I know that no one likes to be thought of as "just a number" and that we talk a lot about morale, mood and other feel-good aspects of the workplace on this blog. But at the end of the day, a business needs to make money - and if its employees aren't contributing to the bottom line, there's a problem.
The term ROI - return on investment - is bandied about quite often in financial circles. But what if you applied this same formula to your company's personnel? How valuable is Ken, Katie and Karl to your business compared to the cost of employing them (salary, benefits and other company-provided perks)? Do your employees' contributions outweigh the cost of keeping them on board?
While it's not always easy to put a dollar sign on a person's efforts and achievements, it can be an interesting exercise - whether at review time or any time.
For example, is Ken in sales securing enough sales to cover his costs? While he may be pulling in great numbers, if his sales are spread around to multiple customers and require you to hire additional customer service representatives, his value isn't as strong.

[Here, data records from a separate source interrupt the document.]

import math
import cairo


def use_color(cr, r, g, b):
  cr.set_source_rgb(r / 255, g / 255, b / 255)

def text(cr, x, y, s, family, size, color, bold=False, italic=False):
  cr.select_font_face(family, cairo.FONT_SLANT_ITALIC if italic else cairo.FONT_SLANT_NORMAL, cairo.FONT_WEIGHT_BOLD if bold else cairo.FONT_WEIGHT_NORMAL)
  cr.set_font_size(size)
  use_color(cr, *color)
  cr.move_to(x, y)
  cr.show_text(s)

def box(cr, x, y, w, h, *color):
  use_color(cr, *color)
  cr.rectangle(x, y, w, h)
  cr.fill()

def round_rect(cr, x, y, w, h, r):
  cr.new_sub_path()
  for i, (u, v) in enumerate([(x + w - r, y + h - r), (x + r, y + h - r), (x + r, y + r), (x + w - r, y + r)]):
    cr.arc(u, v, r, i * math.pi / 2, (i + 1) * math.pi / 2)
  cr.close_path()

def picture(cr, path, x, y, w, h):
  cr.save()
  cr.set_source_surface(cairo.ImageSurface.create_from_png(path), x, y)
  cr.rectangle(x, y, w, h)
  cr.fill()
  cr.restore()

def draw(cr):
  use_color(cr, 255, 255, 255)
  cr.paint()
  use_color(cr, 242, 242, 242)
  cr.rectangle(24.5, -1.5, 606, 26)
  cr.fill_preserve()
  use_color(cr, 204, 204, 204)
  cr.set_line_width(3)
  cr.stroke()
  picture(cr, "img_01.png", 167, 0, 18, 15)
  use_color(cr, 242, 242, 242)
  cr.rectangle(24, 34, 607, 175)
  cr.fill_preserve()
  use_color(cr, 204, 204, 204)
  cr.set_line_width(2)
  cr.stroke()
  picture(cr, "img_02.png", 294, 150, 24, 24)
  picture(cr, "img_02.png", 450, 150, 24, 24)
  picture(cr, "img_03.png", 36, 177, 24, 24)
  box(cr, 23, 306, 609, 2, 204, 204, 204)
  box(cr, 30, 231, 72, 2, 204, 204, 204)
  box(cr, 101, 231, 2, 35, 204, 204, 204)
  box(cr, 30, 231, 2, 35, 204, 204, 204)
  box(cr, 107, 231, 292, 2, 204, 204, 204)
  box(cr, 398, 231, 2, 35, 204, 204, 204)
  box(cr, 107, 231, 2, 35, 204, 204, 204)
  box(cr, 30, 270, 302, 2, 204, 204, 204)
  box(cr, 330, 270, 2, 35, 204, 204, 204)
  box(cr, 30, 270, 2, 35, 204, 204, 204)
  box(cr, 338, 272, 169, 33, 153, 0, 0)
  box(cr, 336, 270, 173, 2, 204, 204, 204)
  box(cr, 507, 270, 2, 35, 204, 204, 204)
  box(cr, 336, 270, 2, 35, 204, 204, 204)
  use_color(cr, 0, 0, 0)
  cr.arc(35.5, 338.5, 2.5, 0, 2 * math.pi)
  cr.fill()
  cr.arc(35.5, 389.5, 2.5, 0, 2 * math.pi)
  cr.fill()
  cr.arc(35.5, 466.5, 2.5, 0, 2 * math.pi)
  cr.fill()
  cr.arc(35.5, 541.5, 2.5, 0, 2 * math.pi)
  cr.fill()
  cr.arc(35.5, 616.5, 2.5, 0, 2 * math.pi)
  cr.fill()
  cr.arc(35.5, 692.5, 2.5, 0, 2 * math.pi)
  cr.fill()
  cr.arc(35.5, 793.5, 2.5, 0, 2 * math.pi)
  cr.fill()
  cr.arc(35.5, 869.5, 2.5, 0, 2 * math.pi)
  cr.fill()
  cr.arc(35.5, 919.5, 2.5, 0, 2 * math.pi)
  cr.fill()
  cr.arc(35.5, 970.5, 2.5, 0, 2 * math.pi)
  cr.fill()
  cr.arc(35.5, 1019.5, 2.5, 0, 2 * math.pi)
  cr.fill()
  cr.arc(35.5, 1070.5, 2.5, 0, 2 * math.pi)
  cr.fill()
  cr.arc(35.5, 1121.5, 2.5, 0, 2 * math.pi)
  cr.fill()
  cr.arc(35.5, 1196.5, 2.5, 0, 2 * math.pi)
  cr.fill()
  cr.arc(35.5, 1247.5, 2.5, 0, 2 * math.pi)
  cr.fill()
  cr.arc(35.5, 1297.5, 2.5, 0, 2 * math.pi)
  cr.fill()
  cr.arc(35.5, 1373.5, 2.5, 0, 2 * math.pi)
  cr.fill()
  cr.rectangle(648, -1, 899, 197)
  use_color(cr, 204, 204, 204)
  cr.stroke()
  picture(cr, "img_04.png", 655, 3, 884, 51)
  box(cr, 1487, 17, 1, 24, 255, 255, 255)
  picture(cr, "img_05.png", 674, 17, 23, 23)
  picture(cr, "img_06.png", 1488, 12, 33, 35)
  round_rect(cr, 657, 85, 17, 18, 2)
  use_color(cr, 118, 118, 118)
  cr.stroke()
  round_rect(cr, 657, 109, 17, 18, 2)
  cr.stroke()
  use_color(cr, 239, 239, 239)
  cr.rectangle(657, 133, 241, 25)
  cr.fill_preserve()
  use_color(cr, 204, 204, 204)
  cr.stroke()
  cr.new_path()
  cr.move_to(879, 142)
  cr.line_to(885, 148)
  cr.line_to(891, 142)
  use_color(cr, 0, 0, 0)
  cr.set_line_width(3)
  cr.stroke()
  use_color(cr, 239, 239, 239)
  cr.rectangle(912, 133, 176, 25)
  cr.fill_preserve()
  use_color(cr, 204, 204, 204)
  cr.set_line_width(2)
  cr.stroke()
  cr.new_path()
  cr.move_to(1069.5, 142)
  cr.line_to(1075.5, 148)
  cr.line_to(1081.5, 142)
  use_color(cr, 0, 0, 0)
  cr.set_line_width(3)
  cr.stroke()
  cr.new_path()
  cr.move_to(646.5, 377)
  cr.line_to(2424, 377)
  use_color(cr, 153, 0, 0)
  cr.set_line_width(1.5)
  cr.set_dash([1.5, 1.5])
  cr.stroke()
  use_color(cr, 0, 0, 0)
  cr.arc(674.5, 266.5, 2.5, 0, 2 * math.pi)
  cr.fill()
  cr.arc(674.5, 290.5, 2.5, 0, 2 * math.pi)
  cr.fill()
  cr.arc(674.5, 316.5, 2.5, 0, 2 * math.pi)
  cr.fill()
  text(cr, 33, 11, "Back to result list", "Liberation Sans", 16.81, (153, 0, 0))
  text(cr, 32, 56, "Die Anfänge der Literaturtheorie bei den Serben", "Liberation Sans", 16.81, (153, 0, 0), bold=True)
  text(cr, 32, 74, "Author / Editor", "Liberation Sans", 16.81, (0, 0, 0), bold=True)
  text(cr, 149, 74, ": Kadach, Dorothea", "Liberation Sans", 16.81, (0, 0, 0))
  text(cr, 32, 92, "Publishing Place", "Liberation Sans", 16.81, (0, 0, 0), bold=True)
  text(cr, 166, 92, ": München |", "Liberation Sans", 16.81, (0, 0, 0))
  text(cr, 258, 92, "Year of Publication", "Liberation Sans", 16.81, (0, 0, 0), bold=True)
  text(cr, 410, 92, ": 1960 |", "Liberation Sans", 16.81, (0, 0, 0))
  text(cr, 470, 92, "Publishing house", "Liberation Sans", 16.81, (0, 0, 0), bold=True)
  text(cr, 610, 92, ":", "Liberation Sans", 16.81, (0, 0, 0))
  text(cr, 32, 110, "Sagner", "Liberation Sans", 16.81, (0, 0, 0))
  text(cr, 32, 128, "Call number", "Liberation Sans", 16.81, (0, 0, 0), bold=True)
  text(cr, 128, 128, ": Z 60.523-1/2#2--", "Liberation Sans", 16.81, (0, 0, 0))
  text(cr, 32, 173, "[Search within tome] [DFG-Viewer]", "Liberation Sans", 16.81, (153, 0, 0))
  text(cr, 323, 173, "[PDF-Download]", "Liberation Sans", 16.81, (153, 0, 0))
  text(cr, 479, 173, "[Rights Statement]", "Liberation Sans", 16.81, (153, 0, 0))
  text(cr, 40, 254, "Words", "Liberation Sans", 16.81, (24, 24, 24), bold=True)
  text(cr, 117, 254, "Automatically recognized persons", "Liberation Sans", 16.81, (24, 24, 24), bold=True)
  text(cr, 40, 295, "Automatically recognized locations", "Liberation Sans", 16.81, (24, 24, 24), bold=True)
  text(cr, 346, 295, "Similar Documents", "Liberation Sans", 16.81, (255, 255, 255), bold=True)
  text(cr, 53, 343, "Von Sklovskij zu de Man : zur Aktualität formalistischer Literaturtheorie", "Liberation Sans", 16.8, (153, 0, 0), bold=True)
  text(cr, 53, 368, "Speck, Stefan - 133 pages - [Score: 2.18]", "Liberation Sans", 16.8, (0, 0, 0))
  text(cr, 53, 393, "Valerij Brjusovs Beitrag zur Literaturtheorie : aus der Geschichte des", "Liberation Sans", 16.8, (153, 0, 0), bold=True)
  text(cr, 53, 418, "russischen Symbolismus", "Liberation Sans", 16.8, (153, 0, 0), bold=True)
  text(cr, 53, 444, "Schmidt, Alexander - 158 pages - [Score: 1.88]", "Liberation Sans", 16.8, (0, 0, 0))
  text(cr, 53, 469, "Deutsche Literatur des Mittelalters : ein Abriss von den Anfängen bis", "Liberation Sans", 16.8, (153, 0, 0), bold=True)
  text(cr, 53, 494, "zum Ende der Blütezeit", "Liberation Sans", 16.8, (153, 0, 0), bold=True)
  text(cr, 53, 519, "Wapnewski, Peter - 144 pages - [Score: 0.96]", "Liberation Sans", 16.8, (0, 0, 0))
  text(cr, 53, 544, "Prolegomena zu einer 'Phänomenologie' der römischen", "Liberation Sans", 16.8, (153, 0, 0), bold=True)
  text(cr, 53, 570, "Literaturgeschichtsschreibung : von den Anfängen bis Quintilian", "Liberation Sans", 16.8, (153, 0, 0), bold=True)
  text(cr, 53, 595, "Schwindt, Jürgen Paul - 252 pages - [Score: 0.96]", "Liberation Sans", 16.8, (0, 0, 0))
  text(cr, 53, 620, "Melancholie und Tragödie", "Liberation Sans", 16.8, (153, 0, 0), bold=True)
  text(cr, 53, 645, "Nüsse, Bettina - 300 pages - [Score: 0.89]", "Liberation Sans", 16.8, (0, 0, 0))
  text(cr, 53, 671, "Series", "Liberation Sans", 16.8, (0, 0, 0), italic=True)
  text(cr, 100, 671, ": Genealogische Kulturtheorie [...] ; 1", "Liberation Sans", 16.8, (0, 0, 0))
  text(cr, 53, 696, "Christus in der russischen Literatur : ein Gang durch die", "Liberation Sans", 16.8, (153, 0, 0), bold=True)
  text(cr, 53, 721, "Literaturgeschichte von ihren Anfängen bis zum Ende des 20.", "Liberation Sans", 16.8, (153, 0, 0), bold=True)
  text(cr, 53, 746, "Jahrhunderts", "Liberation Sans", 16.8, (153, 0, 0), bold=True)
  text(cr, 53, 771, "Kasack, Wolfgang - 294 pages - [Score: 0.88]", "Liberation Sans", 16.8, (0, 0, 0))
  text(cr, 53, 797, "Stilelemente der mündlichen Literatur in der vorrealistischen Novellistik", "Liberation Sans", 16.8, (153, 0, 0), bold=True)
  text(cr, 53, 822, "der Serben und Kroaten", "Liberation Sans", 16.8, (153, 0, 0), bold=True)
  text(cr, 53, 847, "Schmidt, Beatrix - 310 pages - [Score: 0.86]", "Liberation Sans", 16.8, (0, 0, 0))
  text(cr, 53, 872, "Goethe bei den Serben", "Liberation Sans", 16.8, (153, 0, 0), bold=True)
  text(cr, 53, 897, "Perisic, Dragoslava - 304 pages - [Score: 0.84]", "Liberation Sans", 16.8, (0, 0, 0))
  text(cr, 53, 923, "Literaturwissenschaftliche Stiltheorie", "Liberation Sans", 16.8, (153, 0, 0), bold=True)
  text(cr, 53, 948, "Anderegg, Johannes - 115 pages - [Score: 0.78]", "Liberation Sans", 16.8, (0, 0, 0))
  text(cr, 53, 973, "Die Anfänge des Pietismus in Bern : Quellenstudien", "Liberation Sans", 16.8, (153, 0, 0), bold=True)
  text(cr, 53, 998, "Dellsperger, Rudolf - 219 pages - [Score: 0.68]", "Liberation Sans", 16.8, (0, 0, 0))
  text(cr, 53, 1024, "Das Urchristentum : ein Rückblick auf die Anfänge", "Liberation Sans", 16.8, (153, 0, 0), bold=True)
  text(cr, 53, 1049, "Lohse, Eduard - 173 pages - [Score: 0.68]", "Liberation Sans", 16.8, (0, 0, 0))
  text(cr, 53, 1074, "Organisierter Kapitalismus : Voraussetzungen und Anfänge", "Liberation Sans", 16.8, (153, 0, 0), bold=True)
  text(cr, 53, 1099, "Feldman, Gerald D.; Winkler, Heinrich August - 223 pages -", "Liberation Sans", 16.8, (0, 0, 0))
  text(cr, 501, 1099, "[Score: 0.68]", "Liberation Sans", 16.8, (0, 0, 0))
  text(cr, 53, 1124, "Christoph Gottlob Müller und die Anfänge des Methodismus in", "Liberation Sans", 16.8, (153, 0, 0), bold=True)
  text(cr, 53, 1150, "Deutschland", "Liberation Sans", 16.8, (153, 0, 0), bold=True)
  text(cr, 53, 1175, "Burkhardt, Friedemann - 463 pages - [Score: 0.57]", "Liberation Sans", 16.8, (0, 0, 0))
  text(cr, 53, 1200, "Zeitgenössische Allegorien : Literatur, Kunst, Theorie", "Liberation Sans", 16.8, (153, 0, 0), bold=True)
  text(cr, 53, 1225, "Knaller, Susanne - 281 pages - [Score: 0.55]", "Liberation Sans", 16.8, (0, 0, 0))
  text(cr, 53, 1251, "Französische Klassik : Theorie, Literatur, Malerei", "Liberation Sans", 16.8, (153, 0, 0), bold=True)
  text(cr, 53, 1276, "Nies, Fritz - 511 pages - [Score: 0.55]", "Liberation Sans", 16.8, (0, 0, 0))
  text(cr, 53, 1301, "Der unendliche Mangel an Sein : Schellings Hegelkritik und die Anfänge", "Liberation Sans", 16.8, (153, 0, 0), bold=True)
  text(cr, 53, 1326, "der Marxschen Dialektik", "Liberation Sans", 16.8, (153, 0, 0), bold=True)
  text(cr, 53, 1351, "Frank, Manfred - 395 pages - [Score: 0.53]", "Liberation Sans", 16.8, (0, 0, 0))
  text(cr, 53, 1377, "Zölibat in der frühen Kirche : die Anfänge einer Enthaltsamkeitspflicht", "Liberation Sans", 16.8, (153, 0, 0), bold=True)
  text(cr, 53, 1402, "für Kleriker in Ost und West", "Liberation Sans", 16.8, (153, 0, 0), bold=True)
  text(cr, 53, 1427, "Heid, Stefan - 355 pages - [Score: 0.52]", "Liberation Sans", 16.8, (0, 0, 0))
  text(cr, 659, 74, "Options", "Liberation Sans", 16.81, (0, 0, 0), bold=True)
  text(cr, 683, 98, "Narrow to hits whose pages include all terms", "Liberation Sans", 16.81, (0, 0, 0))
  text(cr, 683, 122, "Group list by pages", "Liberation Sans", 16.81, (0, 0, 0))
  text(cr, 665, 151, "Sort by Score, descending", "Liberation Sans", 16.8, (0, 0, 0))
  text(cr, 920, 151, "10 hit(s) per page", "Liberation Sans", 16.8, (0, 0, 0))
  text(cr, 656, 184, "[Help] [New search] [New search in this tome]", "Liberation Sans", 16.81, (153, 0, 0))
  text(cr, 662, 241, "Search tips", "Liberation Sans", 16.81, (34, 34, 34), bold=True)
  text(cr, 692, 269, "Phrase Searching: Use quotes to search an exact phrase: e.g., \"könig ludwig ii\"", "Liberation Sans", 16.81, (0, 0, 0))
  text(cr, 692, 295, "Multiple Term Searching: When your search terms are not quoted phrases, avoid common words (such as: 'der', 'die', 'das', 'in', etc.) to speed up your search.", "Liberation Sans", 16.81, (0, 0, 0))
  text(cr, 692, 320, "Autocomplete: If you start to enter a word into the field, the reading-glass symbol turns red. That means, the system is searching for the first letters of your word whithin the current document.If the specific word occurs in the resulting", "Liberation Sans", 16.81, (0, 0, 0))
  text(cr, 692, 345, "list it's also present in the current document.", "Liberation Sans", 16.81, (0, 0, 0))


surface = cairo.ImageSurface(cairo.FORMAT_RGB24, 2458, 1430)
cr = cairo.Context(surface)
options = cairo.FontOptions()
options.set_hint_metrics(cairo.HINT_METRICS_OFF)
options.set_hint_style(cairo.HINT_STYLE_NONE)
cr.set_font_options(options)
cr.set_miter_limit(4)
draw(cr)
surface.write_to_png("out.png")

Or how about Katie, the customer service advisor who's great with her team but moody on the phone? If her snarky attitude has caused a handful of customers to take their business elsewhere, her value suddenly drops. How much did each of these customers spend a year - profit that you lost?

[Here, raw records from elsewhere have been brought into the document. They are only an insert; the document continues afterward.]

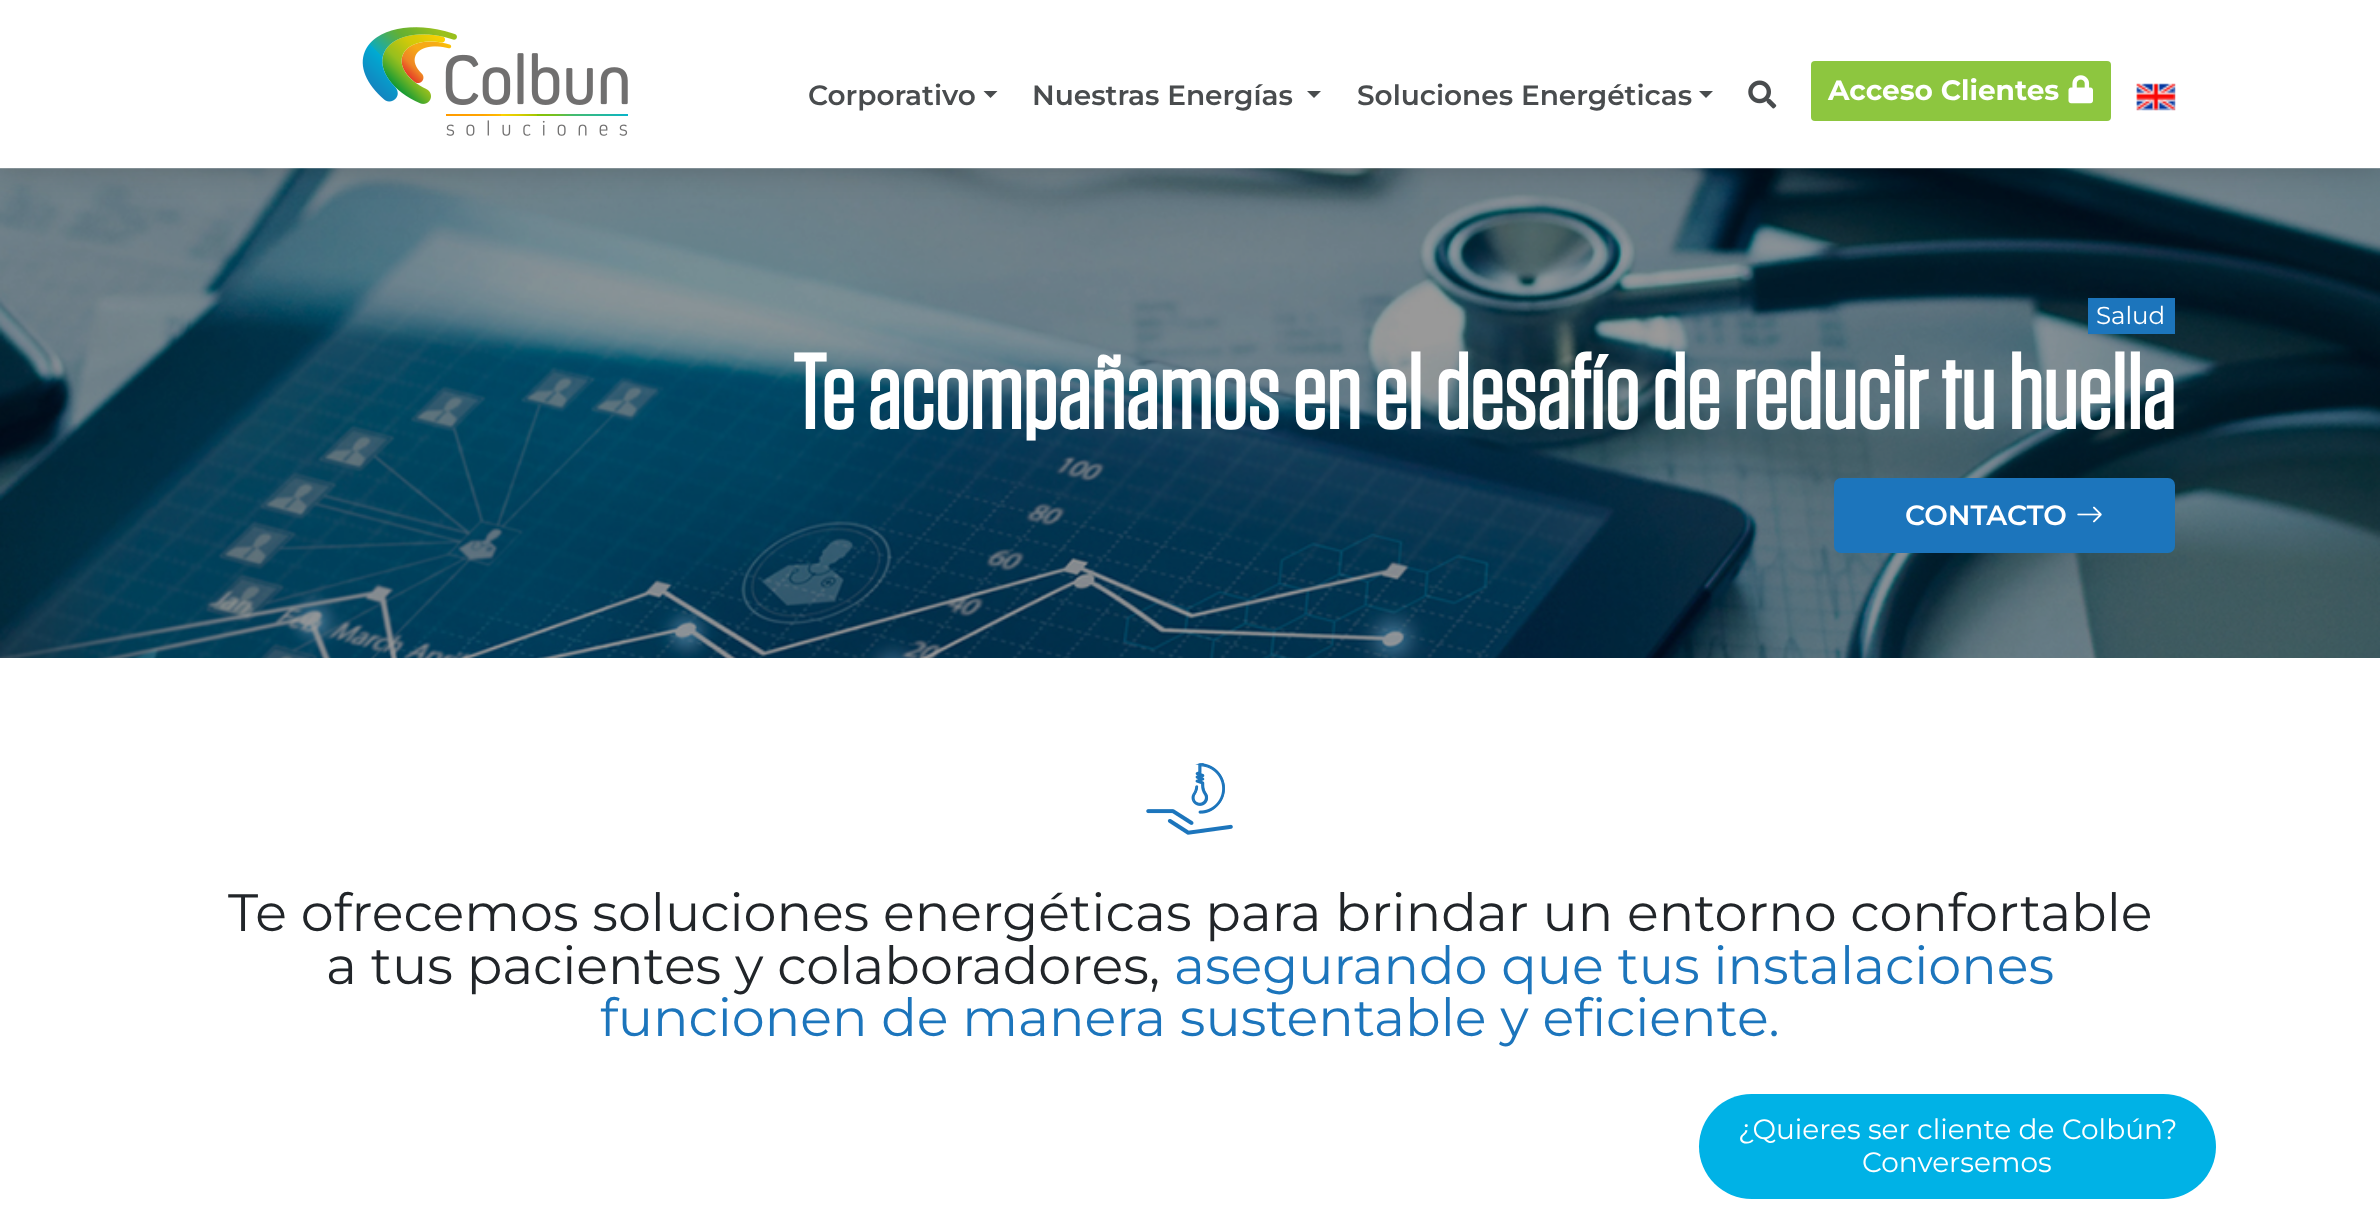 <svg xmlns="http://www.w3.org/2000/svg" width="2380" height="1220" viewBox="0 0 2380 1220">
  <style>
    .t1 { font: 600 28px Montserrat; fill: #494c4e; }
    .t2 { font: bold 28px Montserrat; fill: #fff; }
    .t3 { font: 24.5px Montserrat; fill: #fff; }
    .t4 { font: bold 105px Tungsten; fill: #fff; }
    .t5 { font: 600 28px Montserrat; fill: #fff; }
    .t6 { font: 52.5px Montserrat; fill: #212529; }
    .t7 { font: 52.5px Montserrat; fill: #1c75bc; }
    .t8 { font: 28px Montserrat; fill: #fff; }
  </style>
  <rect width="100%" height="100%" fill="#fff"/>
  <image x="0" y="168" width="2380" height="490" href="images/5.png"/>
  <rect x="0" y="0" width="2380" height="168" fill="#00000033" filter="blur(15px)"/>
  <rect x="0" y="0" width="2380" height="168" fill="#fff"/>
  <rect x="0" y="168" width="2380" height="1" fill="#ffffff33"/>
  <image x="362" y="27" width="266" height="109" href="images/1.png"/>
  <text x="808" y="105" class="t1">Corporativo</text>
  <path d="M983.5 91H997.5L990.5 98Z" fill="#494c4e"/>
  <text x="1032" y="105" class="t1">Nuestras Energías</text>
  <path d="M1307 91H1321L1314 98Z" fill="#494c4e"/>
  <text x="1357" y="105" class="t1">Soluciones Energéticas</text>
  <path d="M1699 91H1713L1706 98Z" fill="#494c4e"/>
  <image x="1748" y="80" width="29" height="29" href="images/2.png"/>
  <rect x="1811" y="61" width="300" height="60" rx="4" fill="#8dc63f"/>
  <text x="1828" y="100" class="t2">Acceso Clientes</text>
  <image x="2068" y="75" width="25" height="29" href="images/3.png"/>
  <image x="2136" y="83" width="40" height="28" href="images/4.png"/>
  <rect x="2088" y="298" width="87" height="36" fill="#1c75bc"/>
  <text x="2096" y="324" class="t3">Salud</text>
  <text x="793" y="429" class="t4">Te acompañamos en el desafío de reducir tu huella</text>
  <rect x="1834" y="478" width="341" height="75" rx="7" fill="#1c75bc"/>
  <text x="1905" y="525" class="t5">CONTACTO</text>
  <image x="2077" y="506" width="25" height="17" href="images/6.png"/>
  <image x="1146" y="763" width="87" height="72" href="images/7.png"/>
  <text x="228" y="931" class="t6">Te ofrecemos soluciones energéticas para brindar un entorno confortable</text>
  <text x="326" y="984" class="t6">a tus pacientes y colaboradores,</text>
  <text x="1174" y="984" class="t7">asegurando que tus instalaciones</text>
  <text x="600" y="1036" class="t7">funcionen de manera sustentable y eficiente.</text>
  <rect x="1699" y="1094" width="517" height="105" rx="52.5" fill="#00b2e6"/>
  <text x="1738" y="1139" class="t8">¿Quieres ser cliente de Colbún?</text>
  <text x="1862" y="1172" class="t8">Conversemos</text>
</svg>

Then there's Karl in the warehouse. He's a solid, hard-working guy, but a bit accident prone. In three years, he's been in two workplace accidents that involved lengthy and costly workers' compensation claims. Your investment in Karl, then, involves more than just his hourly wages.
When it comes right down to it, you're looking at the same qualities you typically consider: attitude and actions. The difference with ROI is whether those qualities are advancing the success of your business, making each employee a worthwhile investment. Ideally, your employees bring in a positive ROI, making your "personnel" portfolio as robust as your personal financial investments.